◆ YOUR INSTRUCTIONS ◆
Pick every line from the data below that contains the string "Chuco" and copy it.

*** Opening MATERIAL PROVIDED ***

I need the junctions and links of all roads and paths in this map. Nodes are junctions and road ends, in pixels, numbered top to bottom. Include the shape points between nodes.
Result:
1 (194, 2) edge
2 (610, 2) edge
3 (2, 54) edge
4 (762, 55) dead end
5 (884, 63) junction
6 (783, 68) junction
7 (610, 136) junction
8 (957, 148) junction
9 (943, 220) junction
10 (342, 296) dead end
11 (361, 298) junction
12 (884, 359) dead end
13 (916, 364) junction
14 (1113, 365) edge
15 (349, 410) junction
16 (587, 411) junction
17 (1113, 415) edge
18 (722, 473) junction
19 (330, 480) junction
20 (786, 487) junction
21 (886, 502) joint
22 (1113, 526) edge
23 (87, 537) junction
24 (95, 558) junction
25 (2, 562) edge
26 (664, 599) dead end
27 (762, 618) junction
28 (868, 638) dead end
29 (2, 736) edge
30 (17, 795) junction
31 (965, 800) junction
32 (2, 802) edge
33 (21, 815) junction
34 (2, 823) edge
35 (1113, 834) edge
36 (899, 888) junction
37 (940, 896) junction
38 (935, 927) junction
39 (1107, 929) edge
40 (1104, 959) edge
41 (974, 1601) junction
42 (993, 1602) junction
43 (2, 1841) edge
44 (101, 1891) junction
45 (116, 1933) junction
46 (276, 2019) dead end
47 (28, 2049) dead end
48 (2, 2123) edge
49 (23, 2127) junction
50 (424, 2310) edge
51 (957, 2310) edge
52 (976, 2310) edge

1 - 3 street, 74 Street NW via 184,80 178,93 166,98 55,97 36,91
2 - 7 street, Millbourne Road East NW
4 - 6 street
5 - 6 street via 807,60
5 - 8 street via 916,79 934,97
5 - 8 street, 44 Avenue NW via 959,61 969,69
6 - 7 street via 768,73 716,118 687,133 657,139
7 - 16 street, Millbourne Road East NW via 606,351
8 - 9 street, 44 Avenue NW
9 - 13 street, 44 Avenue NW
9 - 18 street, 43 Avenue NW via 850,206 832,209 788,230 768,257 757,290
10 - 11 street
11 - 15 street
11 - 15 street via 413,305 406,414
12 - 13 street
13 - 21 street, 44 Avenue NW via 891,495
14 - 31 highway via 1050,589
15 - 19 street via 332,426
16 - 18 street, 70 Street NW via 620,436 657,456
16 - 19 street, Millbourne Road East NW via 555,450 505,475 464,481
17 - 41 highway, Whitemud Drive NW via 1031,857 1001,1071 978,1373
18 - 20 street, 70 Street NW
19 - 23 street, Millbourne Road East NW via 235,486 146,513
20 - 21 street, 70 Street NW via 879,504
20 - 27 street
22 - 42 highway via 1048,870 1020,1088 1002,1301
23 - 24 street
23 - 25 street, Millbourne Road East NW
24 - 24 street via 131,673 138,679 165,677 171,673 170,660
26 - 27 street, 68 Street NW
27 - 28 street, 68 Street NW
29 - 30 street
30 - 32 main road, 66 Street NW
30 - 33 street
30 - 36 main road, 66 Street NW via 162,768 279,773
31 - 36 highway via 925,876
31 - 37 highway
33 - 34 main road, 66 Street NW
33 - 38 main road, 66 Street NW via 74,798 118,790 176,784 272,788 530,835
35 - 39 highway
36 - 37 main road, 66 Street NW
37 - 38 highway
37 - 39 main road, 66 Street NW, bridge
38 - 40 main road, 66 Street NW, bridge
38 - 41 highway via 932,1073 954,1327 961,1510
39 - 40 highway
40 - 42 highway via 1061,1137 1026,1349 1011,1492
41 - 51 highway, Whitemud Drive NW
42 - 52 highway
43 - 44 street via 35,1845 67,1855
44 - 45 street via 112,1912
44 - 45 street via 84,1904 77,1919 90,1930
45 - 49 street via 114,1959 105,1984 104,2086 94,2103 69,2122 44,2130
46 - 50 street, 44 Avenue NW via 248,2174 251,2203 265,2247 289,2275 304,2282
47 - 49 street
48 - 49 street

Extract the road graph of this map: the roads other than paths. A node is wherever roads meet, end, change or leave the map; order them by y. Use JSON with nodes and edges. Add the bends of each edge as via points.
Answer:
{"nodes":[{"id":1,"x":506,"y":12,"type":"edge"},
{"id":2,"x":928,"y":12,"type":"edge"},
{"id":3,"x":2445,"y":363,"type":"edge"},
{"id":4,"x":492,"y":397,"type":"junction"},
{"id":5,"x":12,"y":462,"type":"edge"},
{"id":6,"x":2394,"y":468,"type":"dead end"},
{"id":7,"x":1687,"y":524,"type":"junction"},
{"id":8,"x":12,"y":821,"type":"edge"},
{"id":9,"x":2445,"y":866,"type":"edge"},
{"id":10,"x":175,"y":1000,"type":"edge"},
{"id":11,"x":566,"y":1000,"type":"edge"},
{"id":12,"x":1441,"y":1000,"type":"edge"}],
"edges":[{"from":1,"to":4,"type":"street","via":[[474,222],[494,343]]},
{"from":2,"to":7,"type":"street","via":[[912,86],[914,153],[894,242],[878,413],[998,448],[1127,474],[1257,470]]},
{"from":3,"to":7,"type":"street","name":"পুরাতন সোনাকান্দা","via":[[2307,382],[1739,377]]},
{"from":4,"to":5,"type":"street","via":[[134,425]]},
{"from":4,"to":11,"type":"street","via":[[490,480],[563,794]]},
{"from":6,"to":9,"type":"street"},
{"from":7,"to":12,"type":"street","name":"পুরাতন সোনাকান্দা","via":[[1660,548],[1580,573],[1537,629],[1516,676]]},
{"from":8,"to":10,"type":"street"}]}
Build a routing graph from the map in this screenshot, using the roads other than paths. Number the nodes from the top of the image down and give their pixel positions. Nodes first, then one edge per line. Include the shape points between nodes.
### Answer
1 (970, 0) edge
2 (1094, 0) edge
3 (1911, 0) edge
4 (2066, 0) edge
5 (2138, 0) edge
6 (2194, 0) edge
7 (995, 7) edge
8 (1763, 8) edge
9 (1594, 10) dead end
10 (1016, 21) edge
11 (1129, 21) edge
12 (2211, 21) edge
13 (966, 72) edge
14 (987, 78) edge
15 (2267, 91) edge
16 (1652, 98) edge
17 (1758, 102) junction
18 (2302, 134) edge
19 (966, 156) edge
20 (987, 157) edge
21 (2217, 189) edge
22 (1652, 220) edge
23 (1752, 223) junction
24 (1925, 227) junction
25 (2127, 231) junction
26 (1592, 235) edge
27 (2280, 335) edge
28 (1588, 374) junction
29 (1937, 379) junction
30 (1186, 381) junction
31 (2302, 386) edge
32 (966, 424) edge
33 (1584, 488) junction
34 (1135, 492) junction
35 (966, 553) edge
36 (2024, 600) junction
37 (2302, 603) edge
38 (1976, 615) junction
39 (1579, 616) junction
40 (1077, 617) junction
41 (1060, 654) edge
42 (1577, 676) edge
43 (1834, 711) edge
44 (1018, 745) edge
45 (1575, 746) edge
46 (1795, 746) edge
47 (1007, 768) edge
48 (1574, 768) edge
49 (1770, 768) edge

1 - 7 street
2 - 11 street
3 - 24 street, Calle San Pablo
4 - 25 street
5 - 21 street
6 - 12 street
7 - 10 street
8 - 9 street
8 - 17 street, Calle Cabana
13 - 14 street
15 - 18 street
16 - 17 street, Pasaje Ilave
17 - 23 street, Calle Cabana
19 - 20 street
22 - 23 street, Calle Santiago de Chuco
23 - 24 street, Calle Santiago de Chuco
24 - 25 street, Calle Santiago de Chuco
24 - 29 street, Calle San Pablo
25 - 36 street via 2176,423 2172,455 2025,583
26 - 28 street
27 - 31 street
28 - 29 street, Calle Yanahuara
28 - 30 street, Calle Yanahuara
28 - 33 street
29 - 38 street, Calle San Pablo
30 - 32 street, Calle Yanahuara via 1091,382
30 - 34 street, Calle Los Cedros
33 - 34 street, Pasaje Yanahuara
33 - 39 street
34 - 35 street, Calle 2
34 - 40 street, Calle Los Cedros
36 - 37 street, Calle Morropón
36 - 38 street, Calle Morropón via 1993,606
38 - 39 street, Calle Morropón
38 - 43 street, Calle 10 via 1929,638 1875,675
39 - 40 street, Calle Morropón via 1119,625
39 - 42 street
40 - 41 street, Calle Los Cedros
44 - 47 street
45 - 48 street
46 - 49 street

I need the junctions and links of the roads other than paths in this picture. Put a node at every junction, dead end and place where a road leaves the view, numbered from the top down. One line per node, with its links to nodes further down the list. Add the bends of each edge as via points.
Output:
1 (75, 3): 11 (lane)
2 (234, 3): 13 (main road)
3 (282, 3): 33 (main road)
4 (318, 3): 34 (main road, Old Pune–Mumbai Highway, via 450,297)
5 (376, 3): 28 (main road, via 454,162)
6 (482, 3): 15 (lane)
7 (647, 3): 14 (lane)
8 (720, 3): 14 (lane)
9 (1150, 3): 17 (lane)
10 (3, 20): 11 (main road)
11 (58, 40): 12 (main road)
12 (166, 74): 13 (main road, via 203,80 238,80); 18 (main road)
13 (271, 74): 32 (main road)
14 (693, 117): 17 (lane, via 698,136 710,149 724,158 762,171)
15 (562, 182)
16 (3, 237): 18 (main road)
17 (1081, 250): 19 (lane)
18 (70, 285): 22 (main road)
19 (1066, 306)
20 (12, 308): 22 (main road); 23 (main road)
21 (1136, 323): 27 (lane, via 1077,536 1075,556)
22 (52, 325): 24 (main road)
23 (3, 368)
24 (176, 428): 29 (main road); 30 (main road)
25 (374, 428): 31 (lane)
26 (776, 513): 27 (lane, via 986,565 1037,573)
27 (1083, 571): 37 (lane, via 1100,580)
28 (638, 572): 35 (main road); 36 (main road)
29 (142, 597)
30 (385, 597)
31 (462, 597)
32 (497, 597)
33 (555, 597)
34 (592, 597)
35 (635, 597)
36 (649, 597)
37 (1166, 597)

*** Closing MATERIAL PROVIDED ***

◆ RESPONSE AREA ◆
22 - 23 street, Calle Santiago de Chuco
23 - 24 street, Calle Santiago de Chuco
24 - 25 street, Calle Santiago de Chuco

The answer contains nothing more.